'It's all
explosive': Michael Wolff on Donald Trump
Speaking to
the Guardian, author who shook the White House faces down critical fire and
presidential fury and says: ‘I got to a truth no one else has gotten’
by Edward
Helmore
A dinner of
clams and Arctic char at Michael Wolff’s Greenwich Village home set the stage
for a book that – in the author’s own estimation – has become “an international
political event”.
Among the
guests were former chairman of Fox News Roger Ailes, expelled from the Murdoch
empire over claims of sexual harassment and about to retire to Palm Beach, and
Steve Bannon, the would-be inheritor of Ailes’ rightwing political media crown
who barely six weeks earlier had orchestrated Donald Trump’s improbable
election victory.
“It was six
months since Roger had been thrown out of Fox so it wasn’t about having a
powerful person here, just the opposite,” Wolff told the Guardian from a low-slung
chair by the fireplace in his study.

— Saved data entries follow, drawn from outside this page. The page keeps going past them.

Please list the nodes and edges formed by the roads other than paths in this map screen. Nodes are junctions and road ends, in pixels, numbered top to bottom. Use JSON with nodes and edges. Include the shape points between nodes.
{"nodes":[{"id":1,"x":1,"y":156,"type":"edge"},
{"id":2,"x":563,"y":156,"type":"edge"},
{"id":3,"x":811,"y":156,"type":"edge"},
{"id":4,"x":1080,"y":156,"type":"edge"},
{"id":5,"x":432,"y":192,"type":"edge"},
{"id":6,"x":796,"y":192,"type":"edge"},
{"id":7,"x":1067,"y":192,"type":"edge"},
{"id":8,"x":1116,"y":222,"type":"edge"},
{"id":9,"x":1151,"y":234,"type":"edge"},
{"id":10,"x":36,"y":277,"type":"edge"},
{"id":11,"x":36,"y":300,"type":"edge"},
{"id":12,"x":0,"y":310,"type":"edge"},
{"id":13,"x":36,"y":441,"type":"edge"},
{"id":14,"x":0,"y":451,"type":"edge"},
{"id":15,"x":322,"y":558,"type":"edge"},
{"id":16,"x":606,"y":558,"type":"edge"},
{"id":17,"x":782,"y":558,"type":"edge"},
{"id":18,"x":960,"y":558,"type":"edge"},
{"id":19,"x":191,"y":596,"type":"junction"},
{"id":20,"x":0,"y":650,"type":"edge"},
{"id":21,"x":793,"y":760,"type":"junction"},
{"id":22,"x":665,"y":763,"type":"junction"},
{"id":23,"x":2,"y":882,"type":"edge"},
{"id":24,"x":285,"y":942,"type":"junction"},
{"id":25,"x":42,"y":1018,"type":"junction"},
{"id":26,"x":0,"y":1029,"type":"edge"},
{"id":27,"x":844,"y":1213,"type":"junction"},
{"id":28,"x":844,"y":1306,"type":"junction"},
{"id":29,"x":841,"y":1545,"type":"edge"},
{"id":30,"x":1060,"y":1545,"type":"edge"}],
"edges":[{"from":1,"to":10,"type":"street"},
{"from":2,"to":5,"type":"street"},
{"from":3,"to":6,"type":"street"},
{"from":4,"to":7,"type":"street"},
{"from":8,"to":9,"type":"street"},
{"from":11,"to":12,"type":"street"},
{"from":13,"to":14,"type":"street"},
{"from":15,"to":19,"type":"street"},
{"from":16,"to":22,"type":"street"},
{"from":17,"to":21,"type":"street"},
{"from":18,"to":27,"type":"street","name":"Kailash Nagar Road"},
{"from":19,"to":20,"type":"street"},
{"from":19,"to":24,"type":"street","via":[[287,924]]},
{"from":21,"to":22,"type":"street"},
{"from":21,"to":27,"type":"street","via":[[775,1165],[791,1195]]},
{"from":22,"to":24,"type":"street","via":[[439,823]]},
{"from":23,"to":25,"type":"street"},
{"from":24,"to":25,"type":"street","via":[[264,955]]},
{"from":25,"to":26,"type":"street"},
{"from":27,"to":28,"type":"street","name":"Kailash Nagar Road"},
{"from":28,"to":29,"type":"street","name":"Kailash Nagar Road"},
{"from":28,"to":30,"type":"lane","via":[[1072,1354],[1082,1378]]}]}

Bannon’s invite came next. “I asked him on
the spur of the moment: ‘Roger is coming for dinner. Do you want to come?’”
How Bannon
turned on Trump … and where the nationalist right goes next
Read more
As the storm
generated by Wolff’s Fire and Fury has swept over Trump, Bannon and the White
House, Wolff has wondered if Ailes vouched for him that night in January 2017,
perhaps over the baba au rhum dessert, even as the torch of populist
Republicanism was passed from one man to the other.
“I’ve often
thought this is a possible thing that happened,” Wolff said.
Either way,
it is the creation story of a book that demolished any illusions about Donald
Trump’s improbable White House.
The book’s
immediate effects have been well-described elsewhere. Among them, the
immolation of Bannon’s relationship with Trump and his Breitbart paymasters,
and Trump’s bizarre efforts to demonstrate mental competence that, as reported
by Wolff, his aides and inner circle routinely and openly called into question.
“Almost all
of the stuff that has been focused on seems kind of random to me,” Wolff said.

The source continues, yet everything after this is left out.